The occurrence of a new ischemic ST elevation or depression on the electrocardiogram (ECG) was determined. A major deterioration in ventricular function after cardiopulmonary bypass (CPB) also was determined. Peak creatine kinase myocardial band (CK-MB) > or = 25 IU/L was considered to be the marker of myocardial injury. Seven patients demonstrated myocardial injury, all intraoperatively. Five of these patients had new ST elevation episodes before CPB. Three of the episodes were temporally associated with an abrupt increase in the heart rate. The other two episodes were temporally associated with surgical manipulation of the heart and the old grafts. The sixth patient had a significant deterioration of ventricular function during CPB. One of the patients who had ST elevation before CPB and the seventh patient developed ST elevation towards the end of protamine administration.

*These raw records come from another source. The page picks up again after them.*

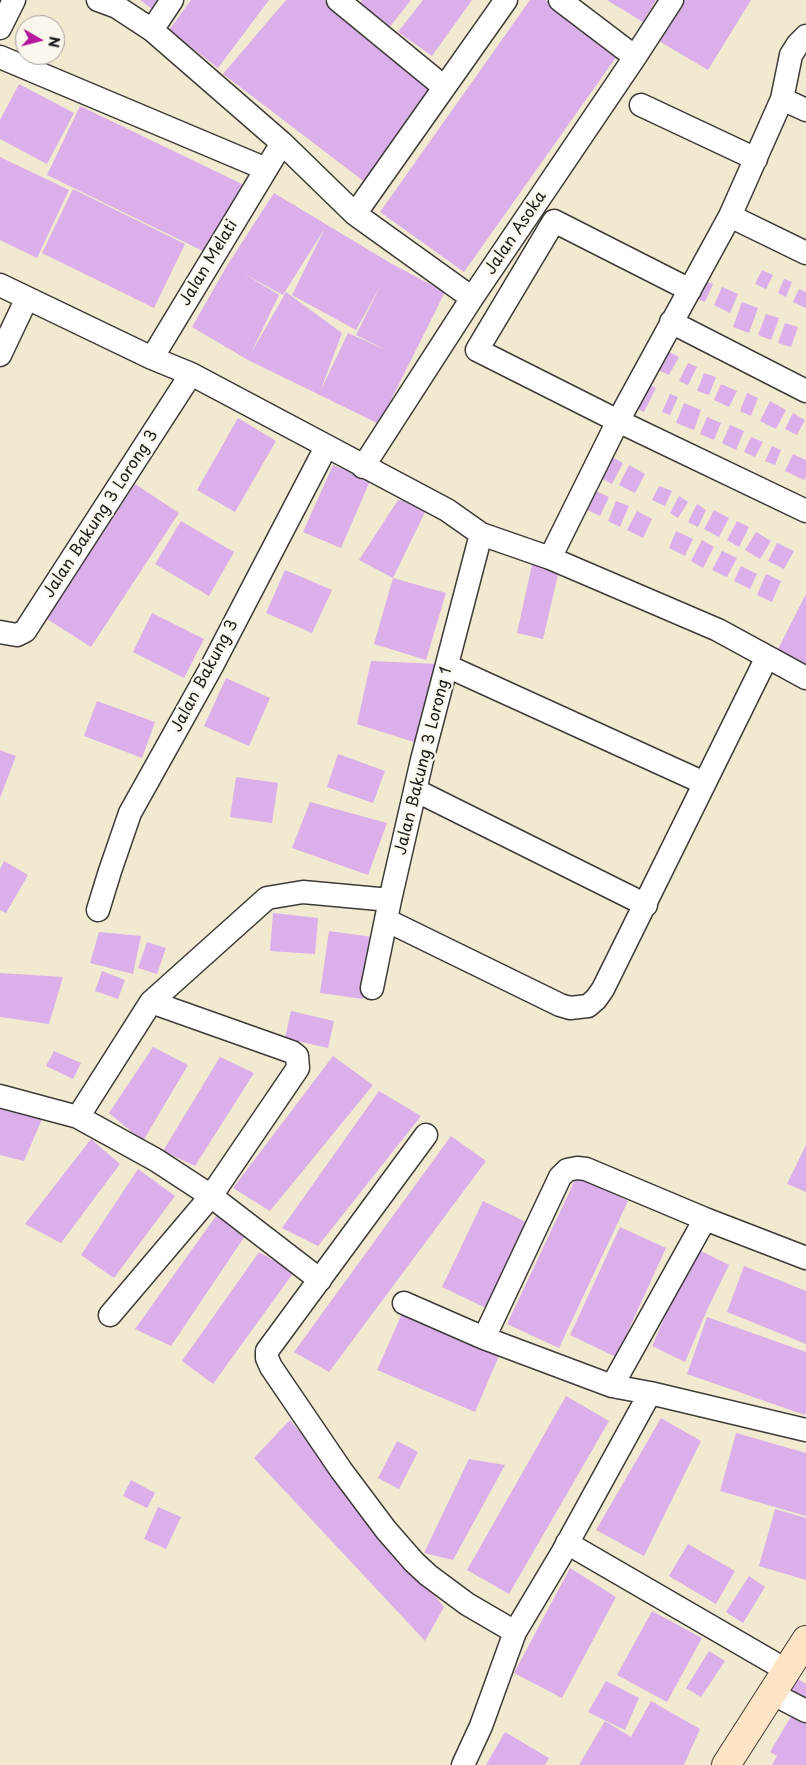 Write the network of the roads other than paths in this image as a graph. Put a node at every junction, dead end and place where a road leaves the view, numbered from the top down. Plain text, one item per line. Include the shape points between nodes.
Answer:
1 (14, 0) edge
2 (98, 0) edge
3 (172, 0) edge
4 (338, 0) edge
5 (506, 0) edge
6 (560, 0) edge
7 (672, 0) edge
8 (0, 28) edge
9 (152, 30) junction
10 (806, 36) edge
11 (0, 57) edge
12 (636, 57) junction
13 (444, 87) junction
14 (782, 99) junction
15 (640, 105) dead end
16 (806, 110) edge
17 (282, 143) junction
18 (756, 159) junction
19 (266, 169) junction
20 (355, 214) junction
21 (730, 216) junction
22 (806, 253) edge
23 (0, 285) edge
24 (690, 290) junction
25 (27, 298) junction
26 (472, 298) junction
27 (671, 322) junction
28 (0, 355) edge
29 (152, 358) junction
30 (191, 374) junction
31 (806, 391) edge
32 (618, 421) junction
33 (326, 447) junction
34 (363, 467) junction
35 (806, 511) edge
36 (481, 534) junction
37 (550, 558) junction
38 (0, 632) edge
39 (768, 657) junction
40 (447, 666) junction
41 (806, 678) edge
42 (704, 784) junction
43 (415, 790) junction
44 (646, 905) junction
45 (98, 910) dead end
46 (388, 910) junction
47 (372, 988) dead end
48 (151, 1002) junction
49 (0, 1096) edge
50 (78, 1117) junction
51 (426, 1135) dead end
52 (211, 1196) junction
53 (705, 1219) junction
54 (806, 1258) edge
55 (320, 1280) junction
56 (404, 1303) dead end
57 (110, 1315) dead end
58 (484, 1338) junction
59 (612, 1386) junction
60 (650, 1393) junction
61 (806, 1430) edge
62 (567, 1543) junction
63 (515, 1632) junction
64 (806, 1640) edge
65 (786, 1670) junction
66 (771, 1693) junction
67 (806, 1710) edge
68 (463, 1765) edge
69 (726, 1765) edge

1 - 8 street
2 - 9 street via 117,7
3 - 9 street
4 - 13 street
5 - 13 street
6 - 12 street
7 - 12 street, Jalan Asoka
9 - 17 street
10 - 14 street via 791,55
11 - 19 street
12 - 26 street, Jalan Asoka
13 - 20 street
14 - 16 street
14 - 18 street
15 - 18 street
17 - 19 street, Jalan Melati
17 - 20 street
18 - 21 street
19 - 29 street, Jalan Melati
20 - 26 street
21 - 22 street
21 - 24 street
23 - 25 street
24 - 27 street
24 - 32 street via 554,221 477,350
25 - 28 street
25 - 29 street
26 - 34 street, Jalan Asoka
27 - 31 street
27 - 32 street
29 - 30 street
30 - 33 street
30 - 38 street, Jalan Bakung 3 Lorong 3 via 25,631 16,635
32 - 35 street
32 - 37 street
33 - 34 street
33 - 45 street, Jalan Bakung 3 via 212,666 130,813
34 - 36 street via 447,510
36 - 37 street
36 - 40 street, Jalan Bakung 3 Lorong 1
37 - 39 street via 718,630
39 - 41 street
39 - 42 street
40 - 42 street
40 - 43 street, Jalan Bakung 3 Lorong 1
42 - 44 street
43 - 44 street
43 - 46 street, Jalan Bakung 3 Lorong 1
44 - 46 street via 596,999 588,1006 570,1008
46 - 47 street, Jalan Bakung 3 Lorong 1
46 - 48 street via 303,892 267,898
48 - 50 street
48 - 52 street via 297,1056 295,1074
49 - 50 street
50 - 52 street via 156,1160
51 - 55 street
52 - 55 street
52 - 57 street
53 - 54 street
53 - 58 street via 586,1170 568,1170 560,1177
53 - 59 street
55 - 63 street via 267,1351 271,1367 386,1530 414,1562 467,1604
56 - 58 street
58 - 59 street
59 - 60 street
60 - 61 street
60 - 62 street
62 - 63 street
62 - 65 street
63 - 68 street via 481,1726
64 - 65 street
65 - 66 street
66 - 67 street
66 - 69 street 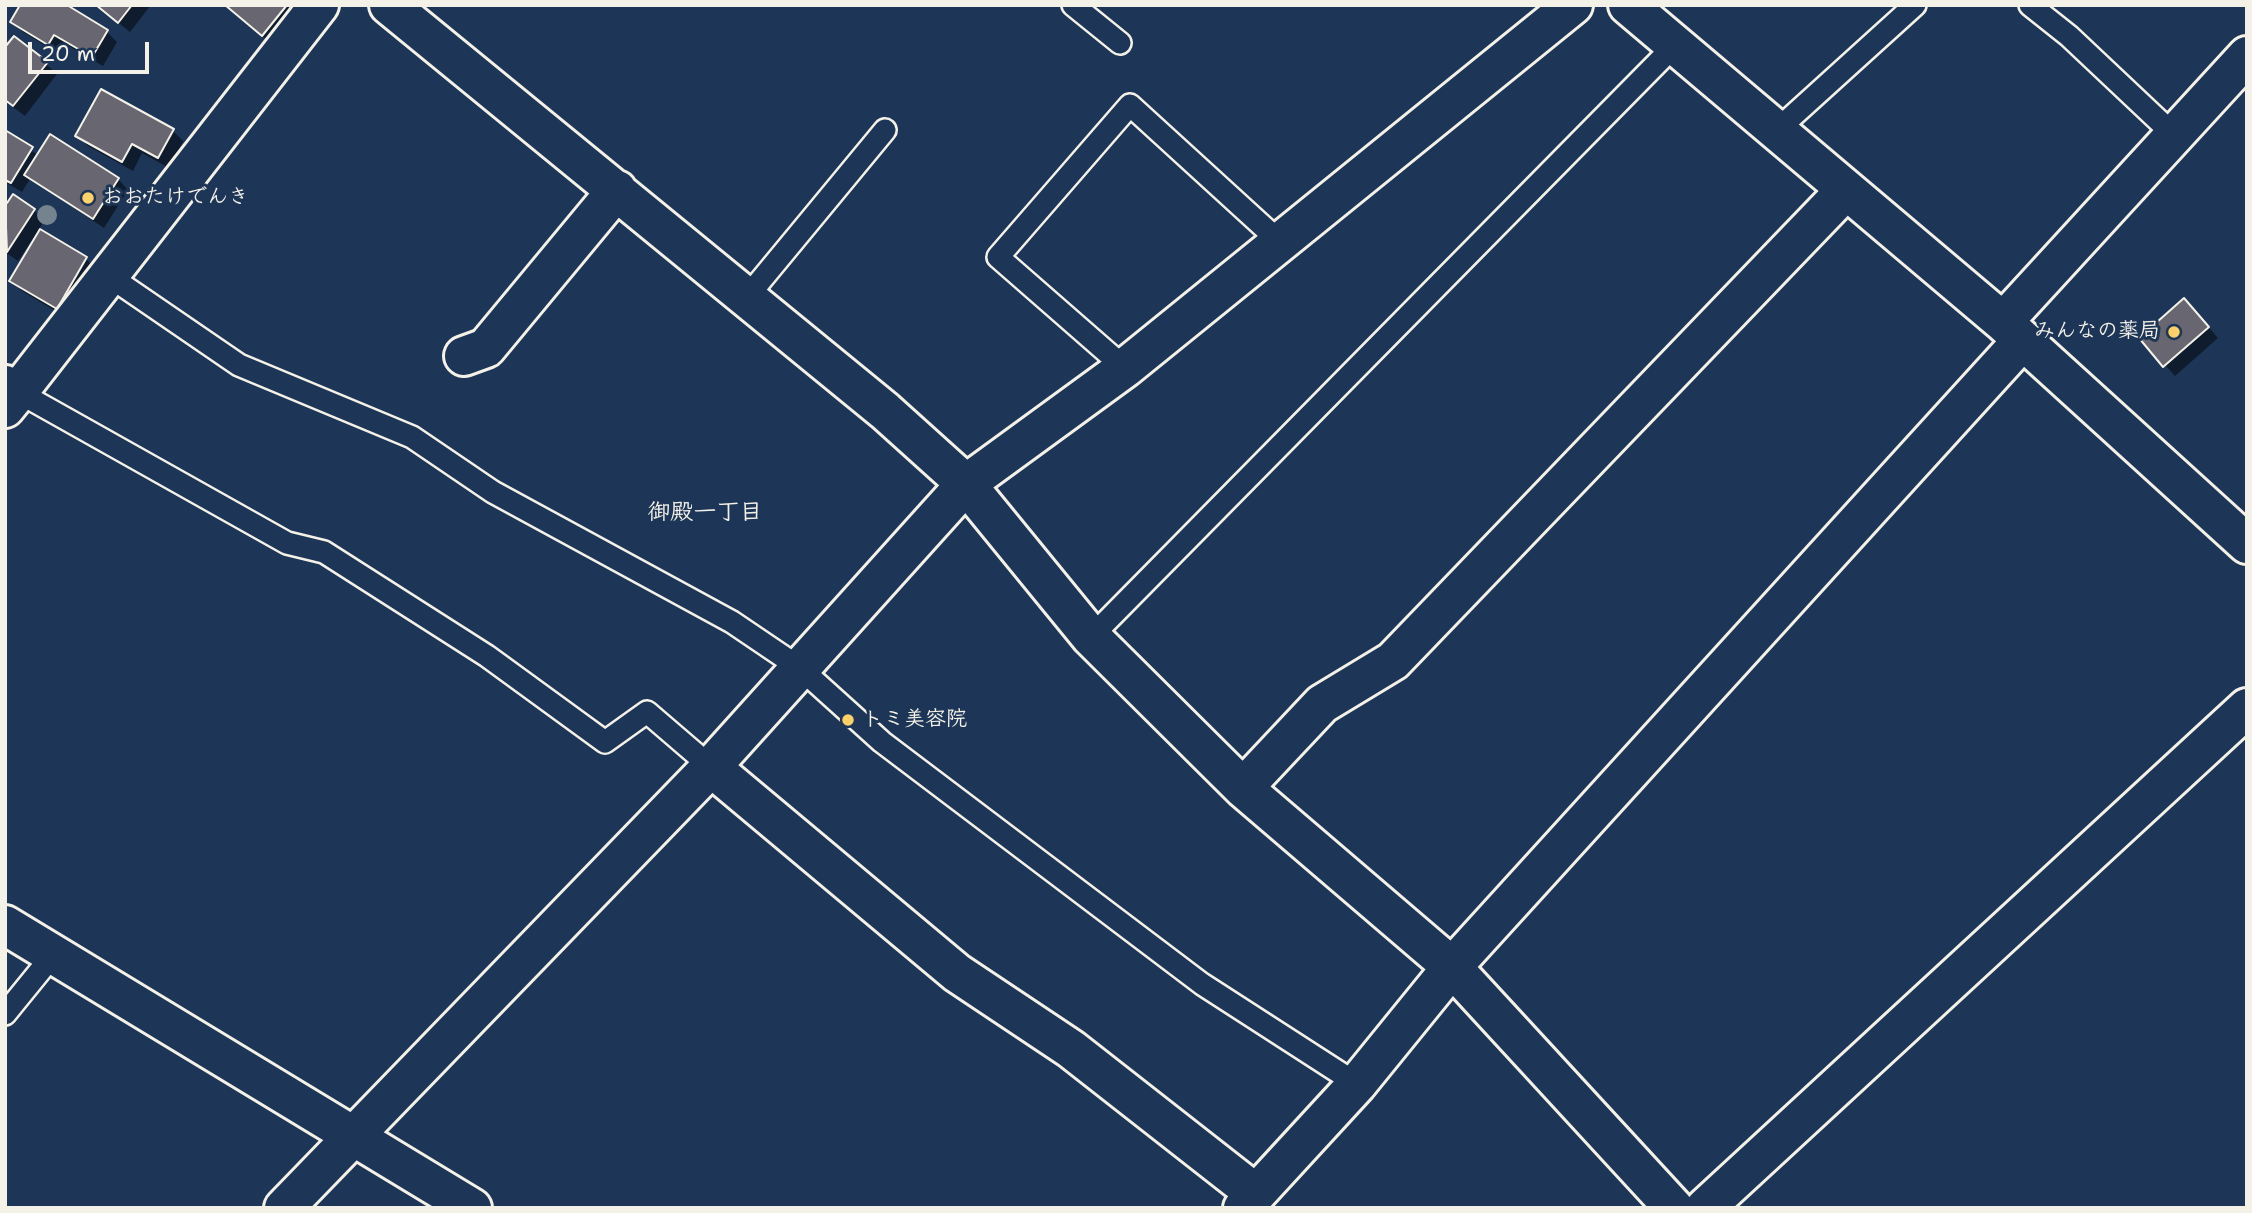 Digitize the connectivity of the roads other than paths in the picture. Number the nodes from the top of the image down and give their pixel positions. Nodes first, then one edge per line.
1 (319, 5) edge
2 (389, 5) edge
3 (1073, 5) edge
4 (1573, 5) edge
5 (1628, 5) edge
6 (1915, 5) edge
7 (2030, 5) edge
8 (1120, 43) dead end
9 (1675, 45) junction
10 (2247, 56) edge
11 (885, 130) dead end
12 (1776, 131) junction
13 (2174, 135) junction
14 (617, 190) junction
15 (1846, 190) junction
16 (1280, 242) junction
17 (109, 276) junction
18 (747, 297) junction
19 (2013, 332) junction
20 (464, 356) dead end
21 (1125, 368) junction
22 (10, 395) edge
23 (966, 484) junction
24 (2247, 544) edge
25 (1091, 637) junction
26 (800, 668) junction
27 (2247, 708) edge
28 (710, 767) junction
29 (1243, 788) junction
30 (5, 925) edge
31 (53, 955) junction
32 (1452, 967) junction
33 (5, 1014) edge
34 (1357, 1084) junction
35 (353, 1136) junction
36 (1249, 1201) edge
37 (284, 1208) edge
38 (472, 1208) edge
39 (1674, 1208) edge
40 (1705, 1208) edge

1 - 17 street
2 - 14 street
3 - 8 lane
4 - 16 street
5 - 9 street
6 - 12 lane
7 - 13 lane
9 - 12 street
9 - 25 lane
10 - 13 street
11 - 18 lane
12 - 15 street
13 - 19 street
14 - 18 street
14 - 20 street
15 - 19 street
15 - 29 street
16 - 21 street
16 - 21 lane
17 - 22 street
17 - 26 lane
18 - 23 street
19 - 24 street
19 - 32 street
21 - 23 street
22 - 28 lane
23 - 25 street
23 - 26 street
25 - 29 street
26 - 28 street
26 - 34 lane
27 - 40 street
28 - 35 street
28 - 36 street
29 - 32 street
30 - 31 street
31 - 33 lane
31 - 35 street
32 - 34 street
32 - 39 street
34 - 36 street
35 - 37 street
35 - 38 street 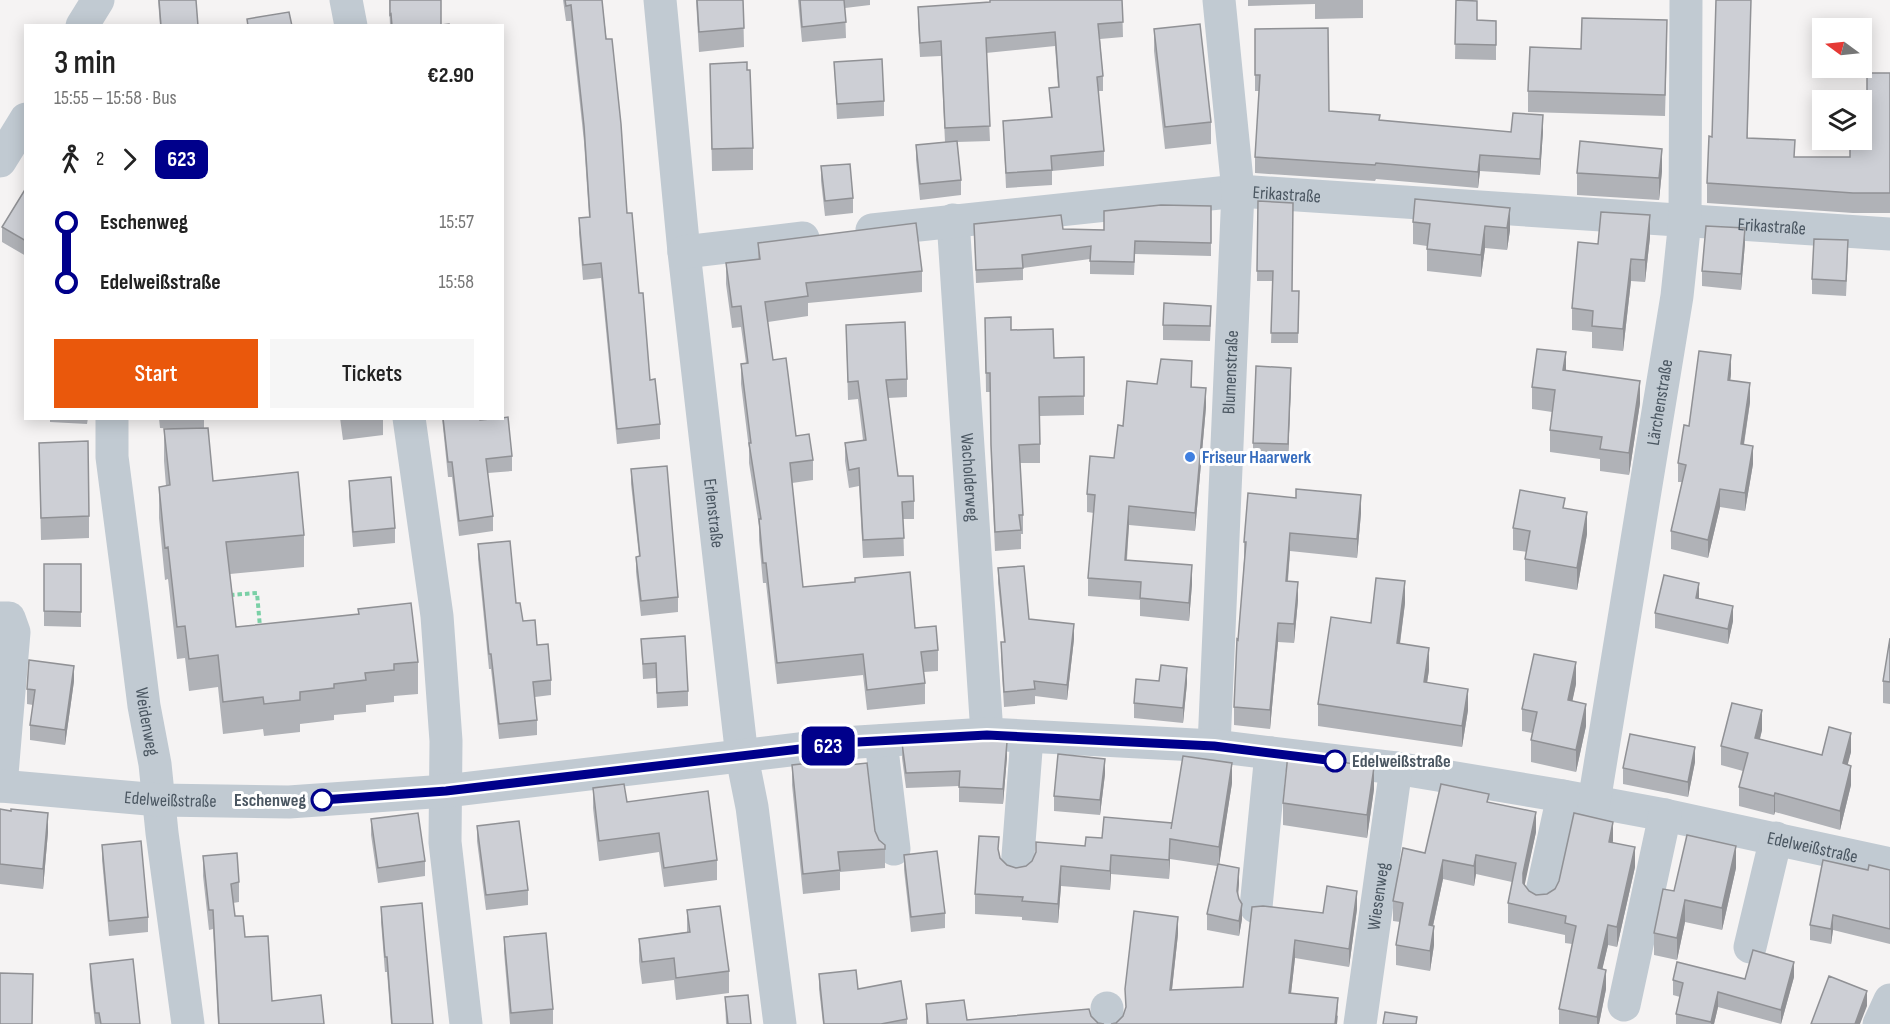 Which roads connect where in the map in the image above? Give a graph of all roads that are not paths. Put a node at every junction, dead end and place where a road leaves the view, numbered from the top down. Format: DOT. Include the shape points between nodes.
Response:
graph roads {
  1 [pos="98,0"];
  2 [pos="346,0"];
  3 [pos="660,0"];
  4 [pos="1219,0"];
  5 [pos="1686,0"];
  6 [pos="83,24"];
  7 [pos="351,24"];
  8 [pos="1238,191"];
  9 [pos="952,220"];
  10 [pos="1685,220"];
  11 [pos="1890,234"];
  12 [pos="684,252"];
  13 [pos="112,420"];
  14 [pos="409,420"];
  15 [pos="0,618"];
  16 [pos="987,735"];
  17 [pos="1027,736"];
  18 [pos="881,741"];
  19 [pos="1214,746"];
  20 [pos="1271,753"];
  21 [pos="742,757"];
  22 [pos="1396,768"];
  23 [pos="1,786"];
  24 [pos="446,791"];
  25 [pos="1563,795"];
  26 [pos="159,800"];
  27 [pos="1594,802"];
  28 [pos="1665,815"];
  29 [pos="1776,838"];
  30 [pos="894,849"];
  31 [pos="1890,864"];
  32 [pos="1017,869"];
  33 [pos="1541,896"];
  34 [pos="1256,906"];
  35 [pos="1750,947"];
  36 [pos="1890,1000"];
  37 [pos="1624,1005"];
  38 [pos="188,1024"];
  39 [pos="466,1024"];
  40 [pos="780,1024"];
  41 [pos="1360,1024"];
  42 [pos="1879,1024"];
  1 -- 6 [label="street"];
  2 -- 7 [label="street"];
  3 -- 12 [label="street, Erlenstraße"];
  4 -- 8 [label="street, Blumenstraße"];
  5 -- 10 [label="street, Lärchenstraße"];
  8 -- 9 [label="street, Erikastraße"];
  8 -- 10 [label="street, Erikastraße"];
  8 -- 19 [label="street, Blumenstraße"];
  9 -- 12 [label="street, Erikastraße"];
  9 -- 16 [label="street, Wacholderweg"];
  10 -- 11 [label="street, Erikastraße"];
  10 -- 27 [label="street, Lärchenstraße" via="1677,296"];
  12 -- 21 [label="street, Erlenstraße"];
  13 -- 26 [label="street, Weidenweg" via="114,468"];
  14 -- 24 [label="street" via="437,615"];
  15 -- 23 [label="street, Edelweißstraße" via="9,618 14,632"];
  16 -- 17 [label="street, Edelweißstraße"];
  16 -- 18 [label="street, Edelweißstraße"];
  17 -- 19 [label="street, Edelweißstraße"];
  17 -- 32 [label="street"];
  18 -- 21 [label="street, Edelweißstraße"];
  18 -- 30 [label="street"];
  19 -- 20 [label="street, Edelweißstraße"];
  20 -- 22 [label="street, Edelweißstraße"];
  20 -- 34 [label="street"];
  21 -- 24 [label="street, Edelweißstraße"];
  21 -- 40 [label="street, Erlenstraße"];
  22 -- 25 [label="street, Edelweißstraße"];
  22 -- 41 [label="street, Wiesenweg"];
  23 -- 26 [label="street, Edelweißstraße"];
  24 -- 26 [label="street, Edelweißstraße" via="289,802"];
  24 -- 39 [label="street" via="445,842"];
  25 -- 27 [label="street, Edelweißstraße"];
  25 -- 33 [label="street"];
  26 -- 38 [label="street, Weidenweg"];
  27 -- 28 [label="street, Edelweißstraße"];
  28 -- 29 [label="street, Edelweißstraße"];
  28 -- 37 [label="street"];
  29 -- 31 [label="street, Edelweißstraße"];
  29 -- 35 [label="street"];
  36 -- 42 [label="street"];
}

In patients undergoing reoperation, the intraoperative incidence of myocardial injury, especially before CPB, was found to be substantially higher than that previously reported.
确定冠状动脉搭桥手术再次手术期间心肌损伤的发生率、触发因素及发生时间。
前瞻性观察研究。
一家三级护理大学医院。
15例接受再次手术的患者。
手术期间约每3分钟进行多导联心电图监测。
确定心电图(ECG)上新发缺血性ST段抬高或压低的发生情况。同时确定体外循环(CPB)后心室功能的严重恶化情况。肌酸激酶同工酶(CK-MB)峰值>或=25 IU/L被视为心肌损伤的标志物。7例患者出现心肌损伤,均发生在术中。其中5例患者在CPB前出现新发ST段抬高发作。其中3次发作在时间上与心率突然增加有关。另外2次发作在时间上与心脏及旧移植血管的手术操作有关。第6例患者在CPB期间心室功能显著恶化。1例在CPB前出现ST段抬高的患者及第7例患者在鱼精蛋白给药接近尾声时出现ST段抬高。
在接受再次手术的患者中,发现心肌损伤的术中发生率,尤其是在CPB前,显著高于先前报道的发生率。